[Stored items]
╔══

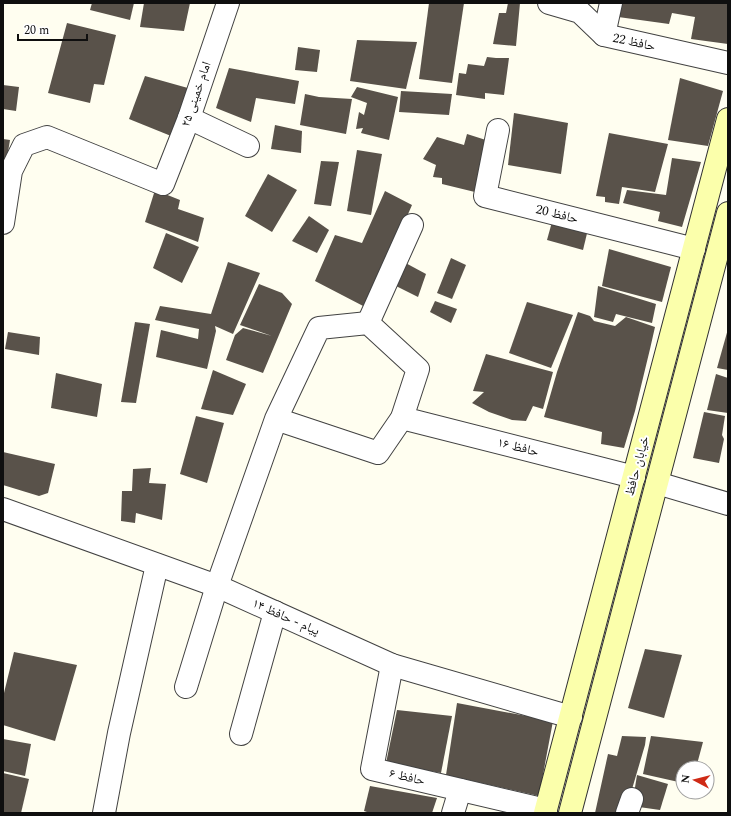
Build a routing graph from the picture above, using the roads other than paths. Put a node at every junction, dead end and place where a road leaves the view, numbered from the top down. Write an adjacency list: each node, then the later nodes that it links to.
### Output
1 (228, 3): 6 (street, امام خمینی ۲۵)
2 (549, 3): 4 (street, حافظ 22)
3 (611, 3): 4 (street)
4 (604, 35): 5 (street, حافظ 22)
5 (728, 63)
6 (189, 118): 9 (street); 11 (street, امام خمینی ۲۵)
7 (728, 119): 13 (main road, خیابان حافظ)
8 (498, 130): 13 (street, حافظ 20)
9 (248, 146)
10 (728, 213): 14 (main road, خیابان حافظ)
11 (3, 223)
12 (412, 225): 15 (street)
13 (694, 249): 18 (main road, خیابان حافظ)
14 (723, 249): 19 (main road, خیابان حافظ)
15 (368, 323): 16 (street); 17 (street)
16 (276, 418): 17 (street); 23 (street)
17 (402, 418): 18 (street, حافظ ۱۶)
18 (634, 477): 27 (main road, خیابان حافظ)
19 (657, 483): 20 (street); 33 (main road, خیابان حافظ)
20 (728, 504)
21 (3, 509): 22 (street, پیام - حافظ ۱۴)
22 (157, 565): 23 (street, پیام - حافظ ۱۴); 31 (street)
23 (217, 586): 24 (street, پیام - حافظ ۱۴); 26 (street)
24 (275, 612): 25 (street, پیام - حافظ ۱۴); 28 (street)
25 (392, 665): 27 (street, پیام - حافظ ۱۴); 29 (street, حافظ ۶)
26 (186, 687)
27 (571, 717): 30 (main road, خیابان حافظ)
28 (241, 734)
29 (460, 790): 30 (street, حافظ ۶); 32 (street)
30 (545, 812)
31 (104, 813)
32 (453, 813)
33 (570, 813)

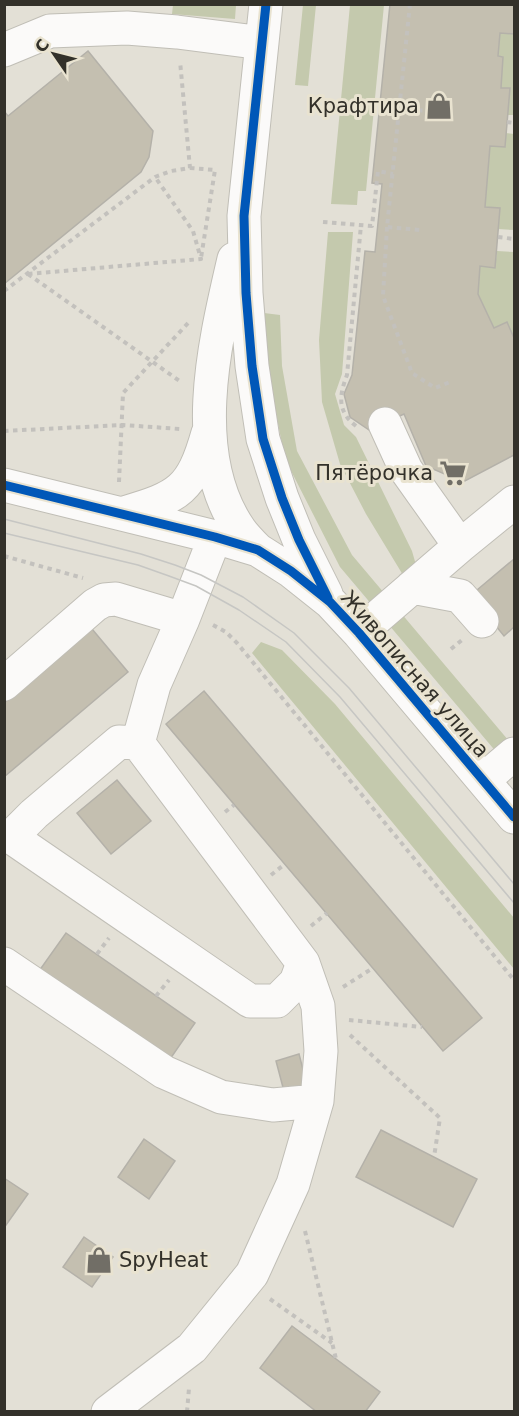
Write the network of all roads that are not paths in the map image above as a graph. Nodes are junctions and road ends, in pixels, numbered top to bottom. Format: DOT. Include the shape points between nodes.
graph roads {
  1 [pos="266,4"];
  2 [pos="128,16"];
  3 [pos="262,44"];
  4 [pos="4,50"];
  5 [pos="244,216"];
  6 [pos="387,427"];
  7 [pos="199,430"];
  8 [pos="4,486"];
  9 [pos="282,498"];
  10 [pos="127,500"];
  11 [pos="514,502"];
  12 [pos="215,537"];
  13 [pos="460,546"];
  14 [pos="258,550"];
  15 [pos="412,587"];
  16 [pos="330,602"];
  17 [pos="183,619"];
  18 [pos="473,630"];
  19 [pos="359,633"];
  20 [pos="4,684"];
  21 [pos="138,743"];
  22 [pos="514,754"];
  23 [pos="483,780"];
  24 [pos="514,817"];
  25 [pos="8,840"];
  26 [pos="303,963"];
  27 [pos="4,964"];
  28 [pos="317,1101"];
  29 [pos="108,1412"];
  1 -- 3 [label="street"];
  2 -- 3 [label="street" via="177,32"];
  2 -- 4 [label="street" via="50,31"];
  3 -- 5 [label="street"];
  5 -- 7 [label="street"];
  5 -- 9 [label="street" via="252,366 263,439"];
  6 -- 13 [label="street" via="406,470"];
  7 -- 10 [label="street" via="197,469 178,491 168,499"];
  7 -- 14 [label="street" via="227,508"];
  8 -- 10 [label="street, Живописная улица"];
  9 -- 14 [label="street" via="277,534 270,544"];
  9 -- 16 [label="street"];
  10 -- 12 [label="street, Живописная улица"];
  11 -- 13 [label="street"];
  12 -- 14 [label="street, Живописная улица"];
  12 -- 17 [label="street"];
  13 -- 15 [label="street"];
  14 -- 16 [label="street, Живописная улица"];
  15 -- 18 [label="street" via="460,596"];
  15 -- 19 [label="street"];
  16 -- 19 [label="street, Живописная улица"];
  17 -- 20 [label="street" via="116,599 105,600"];
  17 -- 21 [label="street" via="154,685"];
  19 -- 23 [label="street, Живописная улица"];
  21 -- 25 [label="street" via="119,742"];
  21 -- 26 [label="street"];
  22 -- 23 [label="street"];
  23 -- 24 [label="street, Живописная улица"];
  25 -- 26 [label="street" via="250,1001 277,1001 296,982"];
  26 -- 28 [label="street" via="322,1009"];
  27 -- 28 [label="street" via="164,1072 221,1097 273,1105"];
  28 -- 29 [label="street" via="293,1184 252,1274 192,1348"];
}
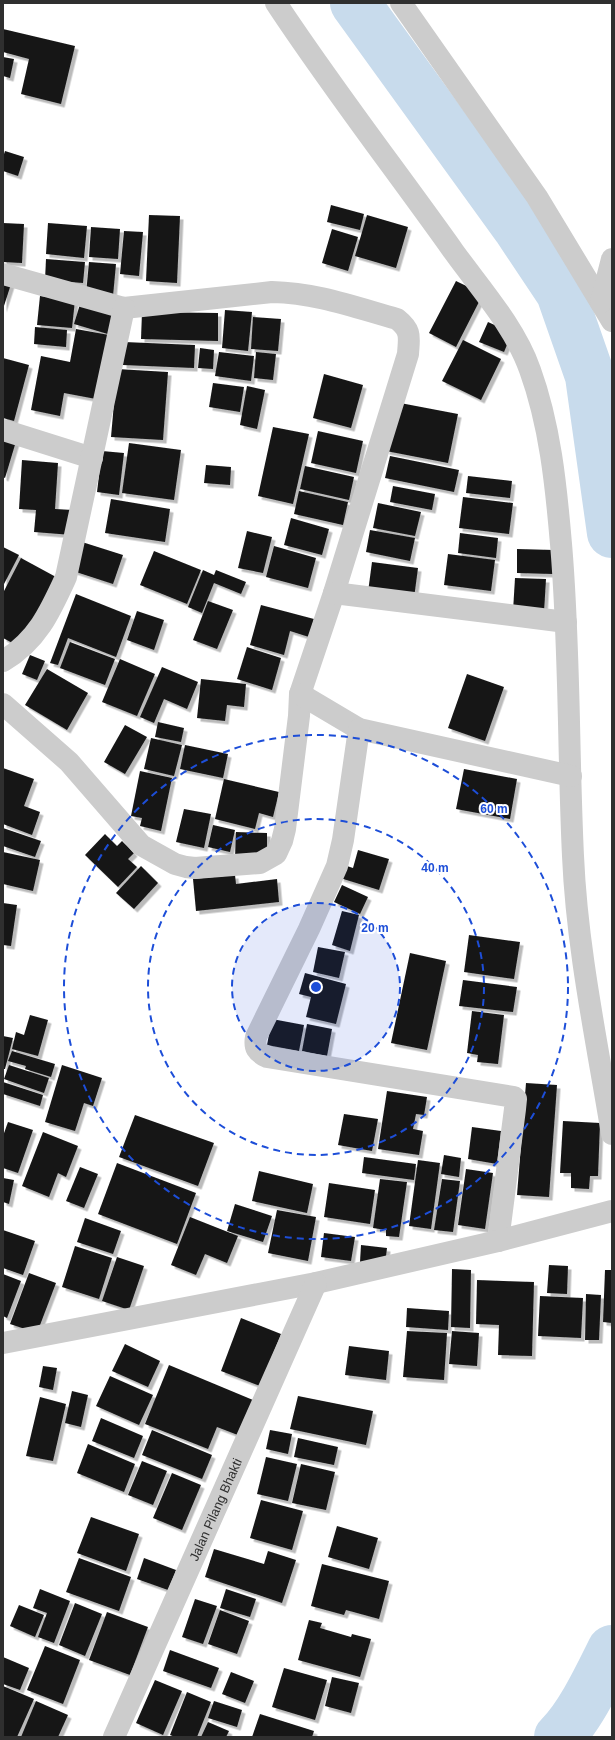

╚══

▸ **YOUR GOAL**: The records must come back exactly, with their pictures removed.

▸ **OUTPUT OF THE TASK**:
Build a routing graph from the picture above, using the roads other than paths. Put a node at every junction, dead end and place where a road leaves the view, numbered from the top down. Write an adjacency list: each node, then the later nodes that it links to.
### Output
1 (228, 3): 6 (street, امام خمینی ۲۵)
2 (549, 3): 4 (street, حافظ 22)
3 (611, 3): 4 (street)
4 (604, 35): 5 (street, حافظ 22)
5 (728, 63)
6 (189, 118): 9 (street); 11 (street, امام خمینی ۲۵)
7 (728, 119): 13 (main road, خیابان حافظ)
8 (498, 130): 13 (street, حافظ 20)
9 (248, 146)
10 (728, 213): 14 (main road, خیابان حافظ)
11 (3, 223)
12 (412, 225): 15 (street)
13 (694, 249): 18 (main road, خیابان حافظ)
14 (723, 249): 19 (main road, خیابان حافظ)
15 (368, 323): 16 (street); 17 (street)
16 (276, 418): 17 (street); 23 (street)
17 (402, 418): 18 (street, حافظ ۱۶)
18 (634, 477): 27 (main road, خیابان حافظ)
19 (657, 483): 20 (street); 33 (main road, خیابان حافظ)
20 (728, 504)
21 (3, 509): 22 (street, پیام - حافظ ۱۴)
22 (157, 565): 23 (street, پیام - حافظ ۱۴); 31 (street)
23 (217, 586): 24 (street, پیام - حافظ ۱۴); 26 (street)
24 (275, 612): 25 (street, پیام - حافظ ۱۴); 28 (street)
25 (392, 665): 27 (street, پیام - حافظ ۱۴); 29 (street, حافظ ۶)
26 (186, 687)
27 (571, 717): 30 (main road, خیابان حافظ)
28 (241, 734)
29 (460, 790): 30 (street, حافظ ۶); 32 (street)
30 (545, 812)
31 (104, 813)
32 (453, 813)
33 (570, 813)

Write the network of all roads that are not paths in the map image above as a graph. Nodes are junctions and road ends, in pixels, numbered top to bottom. Format: DOT. Include the shape points between nodes.
graph roads {
  1 [pos="266,4"];
  2 [pos="128,16"];
  3 [pos="262,44"];
  4 [pos="4,50"];
  5 [pos="244,216"];
  6 [pos="387,427"];
  7 [pos="199,430"];
  8 [pos="4,486"];
  9 [pos="282,498"];
  10 [pos="127,500"];
  11 [pos="514,502"];
  12 [pos="215,537"];
  13 [pos="460,546"];
  14 [pos="258,550"];
  15 [pos="412,587"];
  16 [pos="330,602"];
  17 [pos="183,619"];
  18 [pos="473,630"];
  19 [pos="359,633"];
  20 [pos="4,684"];
  21 [pos="138,743"];
  22 [pos="514,754"];
  23 [pos="483,780"];
  24 [pos="514,817"];
  25 [pos="8,840"];
  26 [pos="303,963"];
  27 [pos="4,964"];
  28 [pos="317,1101"];
  29 [pos="108,1412"];
  1 -- 3 [label="street"];
  2 -- 3 [label="street" via="177,32"];
  2 -- 4 [label="street" via="50,31"];
  3 -- 5 [label="street"];
  5 -- 7 [label="street"];
  5 -- 9 [label="street" via="252,366 263,439"];
  6 -- 13 [label="street" via="406,470"];
  7 -- 10 [label="street" via="197,469 178,491 168,499"];
  7 -- 14 [label="street" via="227,508"];
  8 -- 10 [label="street, Живописная улица"];
  9 -- 14 [label="street" via="277,534 270,544"];
  9 -- 16 [label="street"];
  10 -- 12 [label="street, Живописная улица"];
  11 -- 13 [label="street"];
  12 -- 14 [label="street, Живописная улица"];
  12 -- 17 [label="street"];
  13 -- 15 [label="street"];
  14 -- 16 [label="street, Живописная улица"];
  15 -- 18 [label="street" via="460,596"];
  15 -- 19 [label="street"];
  16 -- 19 [label="street, Живописная улица"];
  17 -- 20 [label="street" via="116,599 105,600"];
  17 -- 21 [label="street" via="154,685"];
  19 -- 23 [label="street, Живописная улица"];
  21 -- 25 [label="street" via="119,742"];
  21 -- 26 [label="street"];
  22 -- 23 [label="street"];
  23 -- 24 [label="street, Живописная улица"];
  25 -- 26 [label="street" via="250,1001 277,1001 296,982"];
  26 -- 28 [label="street" via="322,1009"];
  27 -- 28 [label="street" via="164,1072 221,1097 273,1105"];
  28 -- 29 [label="street" via="293,1184 252,1274 192,1348"];
}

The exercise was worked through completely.